Provided entries:

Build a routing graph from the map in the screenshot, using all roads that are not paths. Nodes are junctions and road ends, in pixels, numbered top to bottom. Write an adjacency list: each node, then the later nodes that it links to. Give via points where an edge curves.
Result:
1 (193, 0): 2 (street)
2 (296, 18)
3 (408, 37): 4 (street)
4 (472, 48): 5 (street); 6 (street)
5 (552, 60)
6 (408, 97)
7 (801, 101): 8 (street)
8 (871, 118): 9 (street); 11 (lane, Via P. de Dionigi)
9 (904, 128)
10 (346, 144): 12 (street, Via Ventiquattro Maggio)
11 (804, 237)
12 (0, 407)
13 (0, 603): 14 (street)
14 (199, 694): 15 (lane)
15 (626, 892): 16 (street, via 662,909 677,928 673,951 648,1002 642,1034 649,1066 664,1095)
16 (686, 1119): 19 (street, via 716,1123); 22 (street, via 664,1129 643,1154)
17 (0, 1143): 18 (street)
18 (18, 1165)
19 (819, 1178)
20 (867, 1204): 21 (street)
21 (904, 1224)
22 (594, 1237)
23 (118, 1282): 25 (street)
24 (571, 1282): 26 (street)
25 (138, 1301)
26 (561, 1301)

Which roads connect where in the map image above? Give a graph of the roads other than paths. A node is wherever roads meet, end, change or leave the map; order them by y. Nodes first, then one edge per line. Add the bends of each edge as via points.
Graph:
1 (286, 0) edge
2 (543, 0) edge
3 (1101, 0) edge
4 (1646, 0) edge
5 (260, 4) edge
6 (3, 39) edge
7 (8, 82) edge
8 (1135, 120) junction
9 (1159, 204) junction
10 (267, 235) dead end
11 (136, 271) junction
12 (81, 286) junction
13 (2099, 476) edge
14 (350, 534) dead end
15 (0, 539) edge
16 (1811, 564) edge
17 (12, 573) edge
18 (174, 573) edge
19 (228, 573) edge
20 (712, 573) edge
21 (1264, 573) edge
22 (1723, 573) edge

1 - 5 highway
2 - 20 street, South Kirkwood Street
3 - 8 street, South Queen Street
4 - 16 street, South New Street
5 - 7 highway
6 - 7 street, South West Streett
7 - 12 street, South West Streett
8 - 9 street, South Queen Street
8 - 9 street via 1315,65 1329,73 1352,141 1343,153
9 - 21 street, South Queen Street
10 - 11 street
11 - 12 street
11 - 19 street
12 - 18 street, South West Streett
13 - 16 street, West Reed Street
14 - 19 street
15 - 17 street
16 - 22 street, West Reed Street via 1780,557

Exercise objective: Throughout the material above, report each line holding the word "roads".

Exercise solution:
Build a routing graph from the map in the screenshot, using all roads that are not paths. Nodes are junctions and road ends, in pixels, numbered top to bottom. Write an adjacency list: each node, then the later nodes that it links to. Give via points where an edge curves.
Which roads connect where in the map image above? Give a graph of the roads other than paths. A node is wherever roads meet, end, change or leave the map; order them by y. Nodes first, then one edge per line. Add the bends of each edge as via points.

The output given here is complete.